Your task is to repeat all of the data exactly while excluding the pictures.

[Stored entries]
▬▬▬
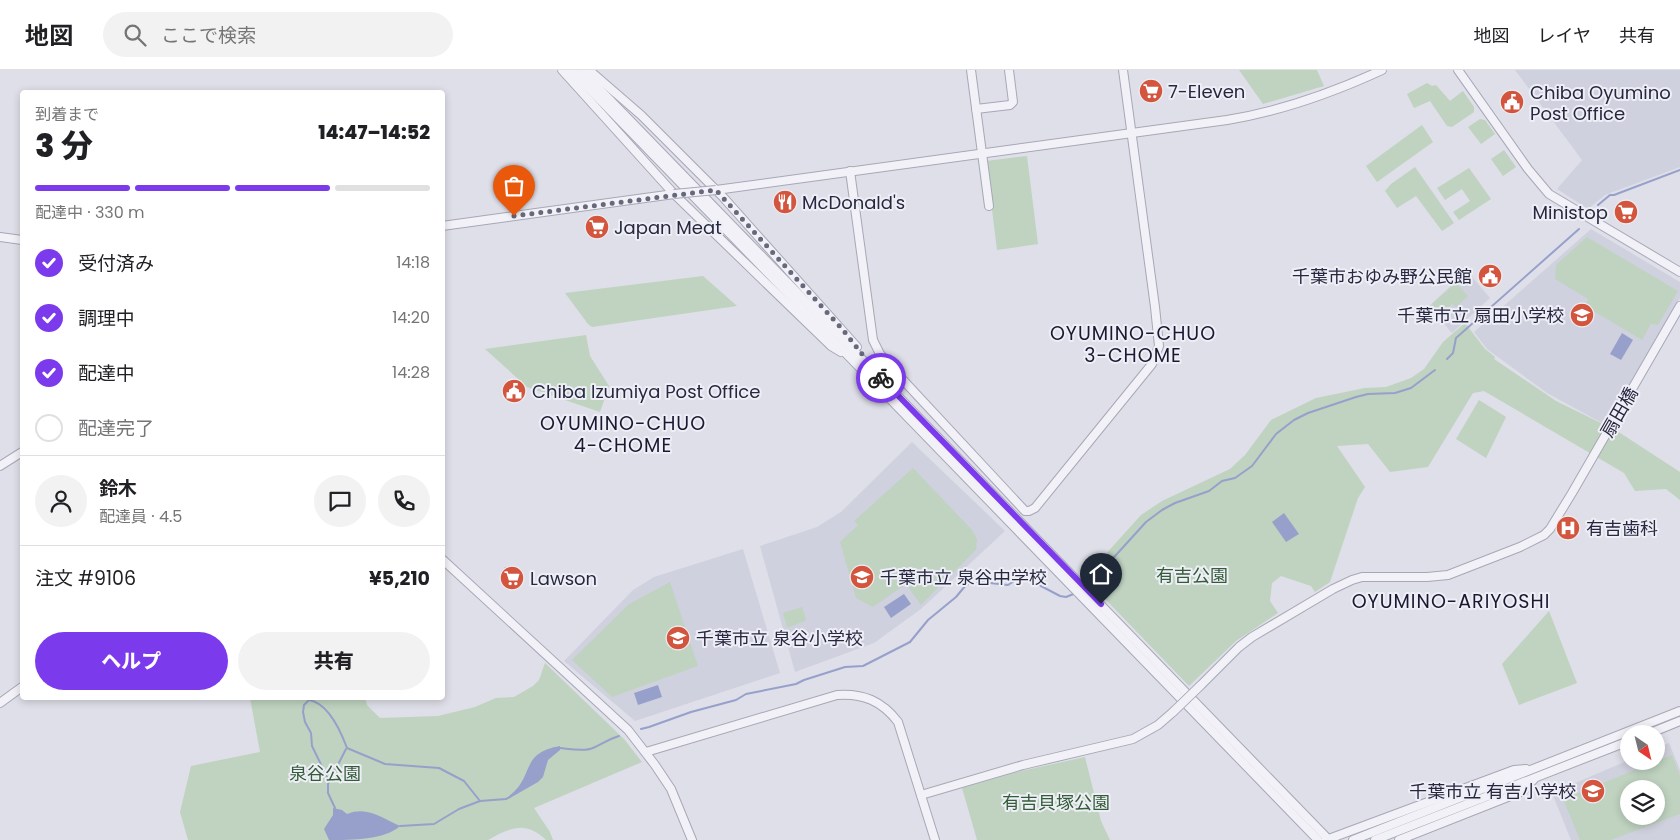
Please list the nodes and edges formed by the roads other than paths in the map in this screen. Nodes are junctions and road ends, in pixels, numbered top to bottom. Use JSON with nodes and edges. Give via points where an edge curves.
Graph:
{"nodes":[{"id":1,"x":562,"y":70,"type":"edge"},
{"id":2,"x":571,"y":70,"type":"edge"},
{"id":3,"x":581,"y":70,"type":"edge"},
{"id":4,"x":589,"y":70,"type":"edge"},
{"id":5,"x":971,"y":70,"type":"edge"},
{"id":6,"x":1008,"y":70,"type":"edge"},
{"id":7,"x":1123,"y":70,"type":"edge"},
{"id":8,"x":1382,"y":70,"type":"edge"},
{"id":9,"x":1458,"y":70,"type":"edge"},
{"id":10,"x":976,"y":109,"type":"junction"},
{"id":11,"x":1131,"y":133,"type":"junction"},
{"id":12,"x":982,"y":153,"type":"junction"},
{"id":13,"x":850,"y":171,"type":"junction"},
{"id":14,"x":716,"y":190,"type":"junction"},
{"id":15,"x":674,"y":194,"type":"junction"},
{"id":16,"x":989,"y":206,"type":"dead end"},
{"id":17,"x":445,"y":226,"type":"edge"},
{"id":18,"x":0,"y":237,"type":"edge"},
{"id":19,"x":20,"y":240,"type":"edge"},
{"id":20,"x":1680,"y":272,"type":"edge"},
{"id":21,"x":1680,"y":306,"type":"edge"},
{"id":22,"x":851,"y":358,"type":"junction"},
{"id":23,"x":876,"y":374,"type":"junction"},
{"id":24,"x":20,"y":453,"type":"edge"},
{"id":25,"x":0,"y":466,"type":"edge"},
{"id":26,"x":445,"y":562,"type":"edge"},
{"id":27,"x":1076,"y":584,"type":"junction"},
{"id":28,"x":1087,"y":596,"type":"junction"},
{"id":29,"x":20,"y":688,"type":"edge"},
{"id":30,"x":0,"y":703,"type":"edge"},
{"id":31,"x":1680,"y":712,"type":"edge"},
{"id":32,"x":1680,"y":721,"type":"edge"},
{"id":33,"x":1665,"y":727,"type":"edge"},
{"id":34,"x":1620,"y":745,"type":"edge"},
{"id":35,"x":646,"y":752,"type":"junction"},
{"id":36,"x":1531,"y":769,"type":"junction"},
{"id":37,"x":1536,"y":778,"type":"junction"},
{"id":38,"x":921,"y":795,"type":"junction"},
{"id":39,"x":692,"y":840,"type":"edge"},
{"id":40,"x":935,"y":840,"type":"edge"},
{"id":41,"x":1318,"y":840,"type":"edge"},
{"id":42,"x":1328,"y":840,"type":"edge"},
{"id":43,"x":1353,"y":840,"type":"edge"},
{"id":44,"x":1375,"y":840,"type":"edge"},
{"id":45,"x":1399,"y":840,"type":"edge"}],
"edges":[{"from":1,"to":15,"type":"street"},
{"from":2,"to":22,"type":"street"},
{"from":3,"to":23,"type":"street"},
{"from":4,"to":14,"type":"street","via":[[641,115]]},
{"from":5,"to":10,"type":"street"},
{"from":6,"to":10,"type":"street","via":[[1013,102]]},
{"from":7,"to":11,"type":"street"},
{"from":8,"to":11,"type":"street","via":[[1335,91],[1260,114]]},
{"from":9,"to":20,"type":"street","via":[[1549,194]]},
{"from":10,"to":12,"type":"street"},
{"from":11,"to":12,"type":"street"},
{"from":11,"to":13,"type":"street","via":[[1159,346],[1152,364],[1029,512],[880,354],[873,340]]},
{"from":12,"to":13,"type":"street"},
{"from":12,"to":16,"type":"street"},
{"from":13,"to":14,"type":"street"},
{"from":14,"to":15,"type":"street","bridge":true},
{"from":14,"to":23,"type":"street","via":[[843,330]]},
{"from":15,"to":17,"type":"street"},
{"from":15,"to":22,"type":"street","via":[[831,346]]},
{"from":18,"to":19,"type":"street"},
{"from":21,"to":38,"type":"street","name":"扇田橋","bridge":true,"via":[[1550,529],[1538,539],[1441,577],[1362,577],[1352,580],[1252,637],[1150,731],[1133,739],[1023,765]]},
{"from":22,"to":27,"type":"street"},
{"from":23,"to":27,"type":"street"},
{"from":24,"to":25,"type":"street"},
{"from":26,"to":35,"type":"street","via":[[628,730]]},
{"from":27,"to":28,"type":"street"},
{"from":28,"to":41,"type":"street"},
{"from":28,"to":42,"type":"street"},
{"from":29,"to":30,"type":"street"},
{"from":31,"to":36,"type":"street"},
{"from":32,"to":33,"type":"street"},
{"from":34,"to":37,"type":"street"},
{"from":35,"to":38,"type":"street","via":[[837,695],[859,695],[877,702],[898,722]]},
{"from":35,"to":39,"type":"street","via":[[671,789]]},
{"from":36,"to":42,"type":"street","via":[[1514,770]]},
{"from":36,"to":43,"type":"street"},
{"from":37,"to":44,"type":"street"},
{"from":37,"to":45,"type":"street","via":[[1523,791]]},
{"from":38,"to":40,"type":"street"}]}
▬▬▬
■ ANSWER TO THIS EXERCISE:
Please list the nodes and edges formed by the roads other than paths in the map in this screen. Nodes are junctions and road ends, in pixels, numbered top to bottom. Use JSON with nodes and edges. Give via points where an edge curves.
Graph:
{"nodes":[{"id":1,"x":562,"y":70,"type":"edge"},
{"id":2,"x":571,"y":70,"type":"edge"},
{"id":3,"x":581,"y":70,"type":"edge"},
{"id":4,"x":589,"y":70,"type":"edge"},
{"id":5,"x":971,"y":70,"type":"edge"},
{"id":6,"x":1008,"y":70,"type":"edge"},
{"id":7,"x":1123,"y":70,"type":"edge"},
{"id":8,"x":1382,"y":70,"type":"edge"},
{"id":9,"x":1458,"y":70,"type":"edge"},
{"id":10,"x":976,"y":109,"type":"junction"},
{"id":11,"x":1131,"y":133,"type":"junction"},
{"id":12,"x":982,"y":153,"type":"junction"},
{"id":13,"x":850,"y":171,"type":"junction"},
{"id":14,"x":716,"y":190,"type":"junction"},
{"id":15,"x":674,"y":194,"type":"junction"},
{"id":16,"x":989,"y":206,"type":"dead end"},
{"id":17,"x":445,"y":226,"type":"edge"},
{"id":18,"x":0,"y":237,"type":"edge"},
{"id":19,"x":20,"y":240,"type":"edge"},
{"id":20,"x":1680,"y":272,"type":"edge"},
{"id":21,"x":1680,"y":306,"type":"edge"},
{"id":22,"x":851,"y":358,"type":"junction"},
{"id":23,"x":876,"y":374,"type":"junction"},
{"id":24,"x":20,"y":453,"type":"edge"},
{"id":25,"x":0,"y":466,"type":"edge"},
{"id":26,"x":445,"y":562,"type":"edge"},
{"id":27,"x":1076,"y":584,"type":"junction"},
{"id":28,"x":1087,"y":596,"type":"junction"},
{"id":29,"x":20,"y":688,"type":"edge"},
{"id":30,"x":0,"y":703,"type":"edge"},
{"id":31,"x":1680,"y":712,"type":"edge"},
{"id":32,"x":1680,"y":721,"type":"edge"},
{"id":33,"x":1665,"y":727,"type":"edge"},
{"id":34,"x":1620,"y":745,"type":"edge"},
{"id":35,"x":646,"y":752,"type":"junction"},
{"id":36,"x":1531,"y":769,"type":"junction"},
{"id":37,"x":1536,"y":778,"type":"junction"},
{"id":38,"x":921,"y":795,"type":"junction"},
{"id":39,"x":692,"y":840,"type":"edge"},
{"id":40,"x":935,"y":840,"type":"edge"},
{"id":41,"x":1318,"y":840,"type":"edge"},
{"id":42,"x":1328,"y":840,"type":"edge"},
{"id":43,"x":1353,"y":840,"type":"edge"},
{"id":44,"x":1375,"y":840,"type":"edge"},
{"id":45,"x":1399,"y":840,"type":"edge"}],
"edges":[{"from":1,"to":15,"type":"street"},
{"from":2,"to":22,"type":"street"},
{"from":3,"to":23,"type":"street"},
{"from":4,"to":14,"type":"street","via":[[641,115]]},
{"from":5,"to":10,"type":"street"},
{"from":6,"to":10,"type":"street","via":[[1013,102]]},
{"from":7,"to":11,"type":"street"},
{"from":8,"to":11,"type":"street","via":[[1335,91],[1260,114]]},
{"from":9,"to":20,"type":"street","via":[[1549,194]]},
{"from":10,"to":12,"type":"street"},
{"from":11,"to":12,"type":"street"},
{"from":11,"to":13,"type":"street","via":[[1159,346],[1152,364],[1029,512],[880,354],[873,340]]},
{"from":12,"to":13,"type":"street"},
{"from":12,"to":16,"type":"street"},
{"from":13,"to":14,"type":"street"},
{"from":14,"to":15,"type":"street","bridge":true},
{"from":14,"to":23,"type":"street","via":[[843,330]]},
{"from":15,"to":17,"type":"street"},
{"from":15,"to":22,"type":"street","via":[[831,346]]},
{"from":18,"to":19,"type":"street"},
{"from":21,"to":38,"type":"street","name":"扇田橋","bridge":true,"via":[[1550,529],[1538,539],[1441,577],[1362,577],[1352,580],[1252,637],[1150,731],[1133,739],[1023,765]]},
{"from":22,"to":27,"type":"street"},
{"from":23,"to":27,"type":"street"},
{"from":24,"to":25,"type":"street"},
{"from":26,"to":35,"type":"street","via":[[628,730]]},
{"from":27,"to":28,"type":"street"},
{"from":28,"to":41,"type":"street"},
{"from":28,"to":42,"type":"street"},
{"from":29,"to":30,"type":"street"},
{"from":31,"to":36,"type":"street"},
{"from":32,"to":33,"type":"street"},
{"from":34,"to":37,"type":"street"},
{"from":35,"to":38,"type":"street","via":[[837,695],[859,695],[877,702],[898,722]]},
{"from":35,"to":39,"type":"street","via":[[671,789]]},
{"from":36,"to":42,"type":"street","via":[[1514,770]]},
{"from":36,"to":43,"type":"street"},
{"from":37,"to":44,"type":"street"},
{"from":37,"to":45,"type":"street","via":[[1523,791]]},
{"from":38,"to":40,"type":"street"}]}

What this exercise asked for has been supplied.